The group finds a wrecked motorpool, and Carey is able to refashion wrecked motorbikes into a pair of three-man vehicles he christens 'Sand-Jockeys'. The unit head out into open desert, evading German troops and Junkers Ju 87 dive-bombers. While most of the soldiers respond well to Baker's all-action style of command, Rudge gradually develops a dislike of the enigmatic sergeant. They destroy a German detachment at a watering hole, finding they were escorting a Waffen-SS colonel carrying important dispatches revealing the location of a secret communications centre at El Homra. Baker decides the group will attack it themselves, leading Rudge to talk Moody into escaping in the night with the team's food and water. The pair blunder into a German patrol but are rescued by Baker, who disciplines the pair. He then leads them to a successful attack on El Homra; the Germans send out an expert sniper known only as the Limping Vulture - an old enemy of Baker's - to pick off the squad in response, wounding Carey and Hardisty. Baker is able to capture him, and beats the Vulture unconscious when he tries to tell the men about the reason for his handcuffs. During a firefight, Rudge and Moody try to get to the Vulture and find out more but the man is shot before he can tell them anything.

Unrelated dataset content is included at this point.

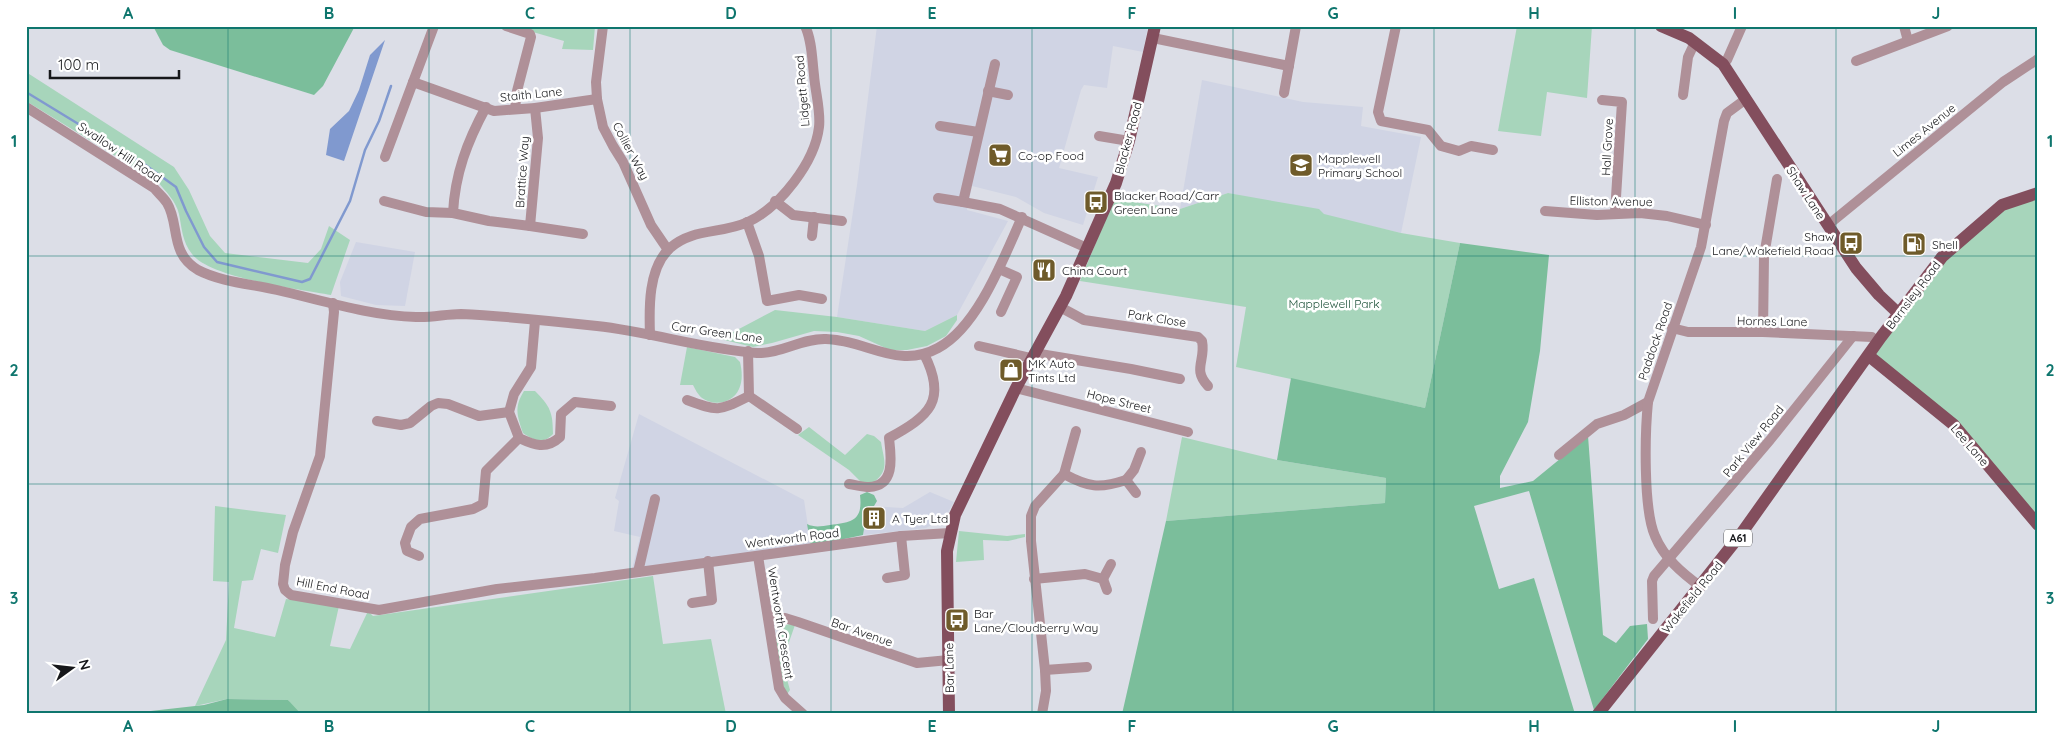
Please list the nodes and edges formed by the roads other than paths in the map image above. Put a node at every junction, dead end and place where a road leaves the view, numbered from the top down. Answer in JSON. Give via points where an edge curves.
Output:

A friendly fire incident sees Baker shoot down an RAF Bristol Blenheim; the unit tries to rescue the surviving crew before roving Tuareg nomads kill them. The tribesmen take Baker hostage; Rudge and Moody lobby to leave him behind, until Carey points out that Baker has all their maps, and the radio in the Blenheim has been wrecked in the crash. They rescue him and soon run into a Long Range Desert Group who take them to British lines. The LRDG's base is under the command of Major John Braggat, whom Baker is eager to confront. Baker and Braggat had been on a patrol six months earlier when they had been caught by the Vulture, and the Major had bought his freedom by giving their captors vital British intelligence. The Germans had planned to execute Baker by leaving him in the desert handcuffed to a wooden post; he chewed through the post to get free. Moody and Rudge make one final attempt to kill Baker, but are overwhelmed by Singh and Peach. The remaining unit prepares to hand the three traitors over - but first Baker orders Peach to fetch a saw and cut the handcuffs off his wrist.

==Collected edition==

| Title | ISBN | Publisher | Release date | Contents |
|---|---|---|---|---|
| Baker's Half-Dozen | N/A | Hibernia Books | November 2014 | Material from Speed 23 February to 16 August 1980 and Speed Annual 1981. |

==Reception==
Lew Stringer praised the production values of the Hibernia collection, while also feeling Western's "powerful, tough artwork" made the story memorable. David McDonald would reaffirm his belief that "Baker's Half-Dozen" was among Western's best work in a blog article for Rebellion Developments' Treasury of British Comics website.